Я так понимаю, наша партия продолжается?
–
Ричард кивнул.
Тогда давайте перейдем к делу. У Вас есть информация, которая может меня заинтересовать?
Лицо Ричарда напряглось.
Я не ношу известий, которые могут кого-то заинтересовать. Скорее обличить.
Раскурив сигару, и потратив на это, может, несколько больше времени, чем требовалось, Аруто переспросил:
Обличить?
Вместо ответа Ричард протянул ему сложенный вчетверо лист бумаги, покрытый длинными вереницами цифр, имен и названий. Аккуратно достав из лежащего на столе футляра очки, Аруто неторопливо принялся изучать лист. Он был абсолютно спокоен. Через минуту задумчиво посмотрел на шахматную доску и ответил:
Вы, наверно, ожидаете, что я спрошу Вас "что это"?
Ричард процедил:
Вы знаете "что это". Это не что иное, как способ заставить Вас, в конце концов, принять какую-либо из сторон.
Аруто улыбнулся.
Заставить меня? Я не думаю что это возможно.
Ричард медленно поднялся и сделал несколько шагов в сторону окна.
Превосходный вид. Те счета и компании, которые указаны в списке, это развязанный язык мистера Майерса. Вы ведь сами понимаете, что жизнь всегда была дороже карьеры.
Есть ли хоть какое-то подтверждение этой бумаге?
Ричард достал диктофон.
Проверим на прочность лед доверия или растопим его, к чертовой матери?

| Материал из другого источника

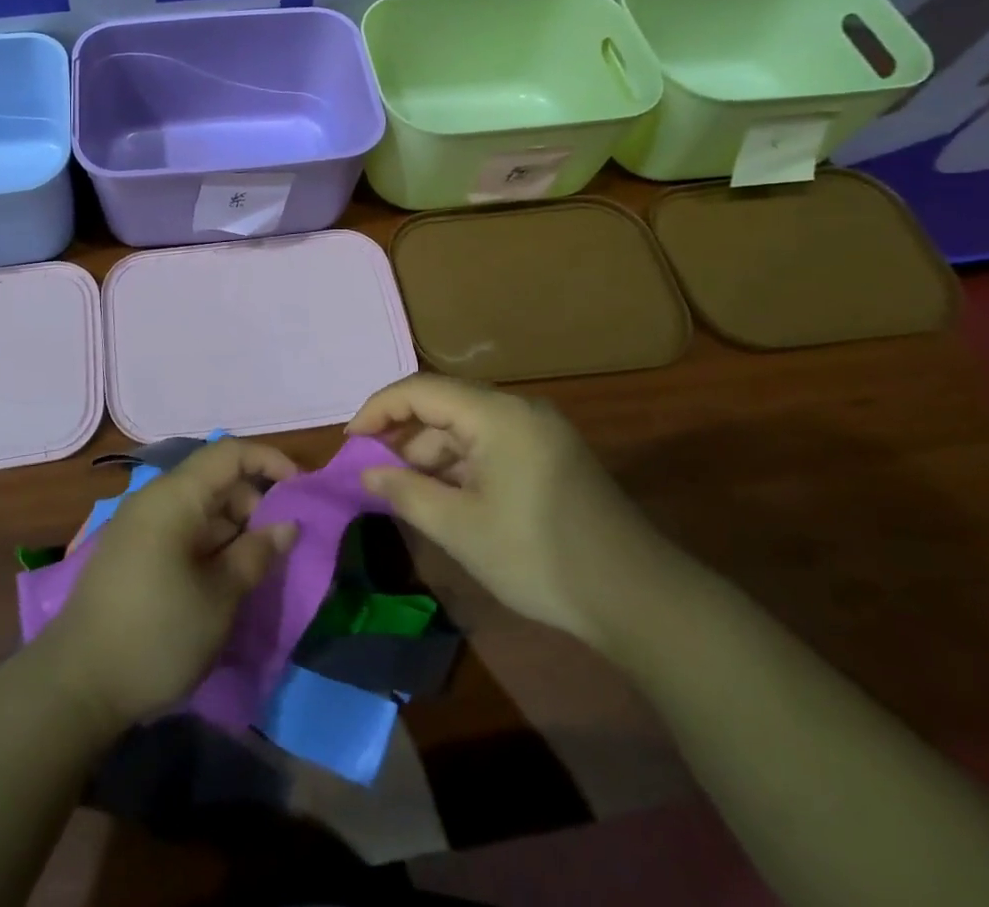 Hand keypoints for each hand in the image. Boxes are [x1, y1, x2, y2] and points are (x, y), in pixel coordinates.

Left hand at [39, 438, 298, 730]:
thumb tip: (287, 524)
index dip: (270, 461)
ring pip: (199, 508)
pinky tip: (224, 578)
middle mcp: (155, 499)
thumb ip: (256, 553)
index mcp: (175, 496)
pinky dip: (209, 543)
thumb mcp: (219, 597)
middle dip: (255, 503)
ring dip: (233, 528)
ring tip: (258, 567)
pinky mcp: (132, 552)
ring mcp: (139, 525)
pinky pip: (181, 530)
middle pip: (215, 480)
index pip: (230, 453)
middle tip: (282, 544)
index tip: (303, 490)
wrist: (76, 685)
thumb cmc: (157, 634)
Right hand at [349, 375, 671, 646]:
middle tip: (373, 470)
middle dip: (404, 435)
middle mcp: (519, 409)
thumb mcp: (460, 527)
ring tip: (407, 491)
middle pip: (444, 405)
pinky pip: (492, 444)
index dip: (378, 410)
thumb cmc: (538, 556)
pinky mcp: (552, 455)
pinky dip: (462, 464)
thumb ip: (405, 491)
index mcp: (497, 414)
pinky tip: (448, 497)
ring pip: (468, 426)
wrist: (638, 599)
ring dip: (433, 453)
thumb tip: (367, 471)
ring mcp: (540, 431)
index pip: (420, 390)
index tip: (350, 442)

Аруто тоже встал и подошел к Ричарду.
Повременим со льдом. Он может нам еще понадобиться. В конце концов, какая бы ни была дорога, но обычно она служит в две стороны. И прежде чем ее разрушать, нужно знать наверняка, что нам не понадобиться пройти по ней в обратную сторону. Ричард, Вы играете в шахматы?
Предпочитаю карты.
И тут Аруто рассмеялся:
Шахматы - это величайшая игра, это бой логиков. В ней собрана вся мудрость противостояний: Как слепые схватки, лишь с обозначением участников, так и горячие испанские атаки. Но, мы с Вами в этой игре находимся в разных весовых категориях. И я, как гроссмейстер черных квадратов, могу позволить себе играть консультационно. И еще одно преимущество шахмат: они предполагаю маневренность, четкую, продуманную структуру мысли и совершенно не терпят блефа. А тот, кто блефует, уходит из-за стола ни с чем. Это не карты, Ричард.

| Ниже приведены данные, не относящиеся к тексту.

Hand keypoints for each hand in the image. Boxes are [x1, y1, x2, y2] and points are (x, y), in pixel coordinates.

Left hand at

А мне кажется, что Вы слегка заигрались, Аруто. Жизнь - это не игра. Я все-таки включу диктофон.
Я не вижу в этом необходимости. Возможно, некоторая тайна даст мне определенные преимущества.
– Аруто улыбнулся, как будто ему данная ситуация доставляла явное удовольствие.
– Ричард, мы сейчас живем в довольно тяжелом финансовом, но предельно прозаичном Мире. Вы меня понимаете?
Ричард тяжело вздохнул. Поняв, что ничего толкового из Аруто вытащить не удастся и, медленно направляясь к выходу, сказал:
Я надеюсь, что наш разговор будет иметь последствия, которые, в конечном счете, устроят каждую из сторон.
Не смешите меня. Вот кто-кто, а уж Вы должны понимать, что все стороны удовлетворить невозможно. Это все попросту социальный треугольник. Как ни крути, но три угла сверху быть не могут. Даже у Вас в работе есть пострадавшая сторона, и никогда не будет такого, что человек с пулей в голове будет согласен со своим положением. Но ведь я Вам говорю о совершенно другом. Если бы не было криминала, то не было бы и полиции. А разве это возможно? Наши с Вами профессии совершенно ничем не отличаются от элементарных пищевых цепочек в природе.
Ричард приостановился перед входной дверью:
Еще скажите, что исконная борьба добра со злом - это вымысел.
Ни в коем случае. Это единственная реальность, которую мы имеем. А вот все остальное - уже вымысел.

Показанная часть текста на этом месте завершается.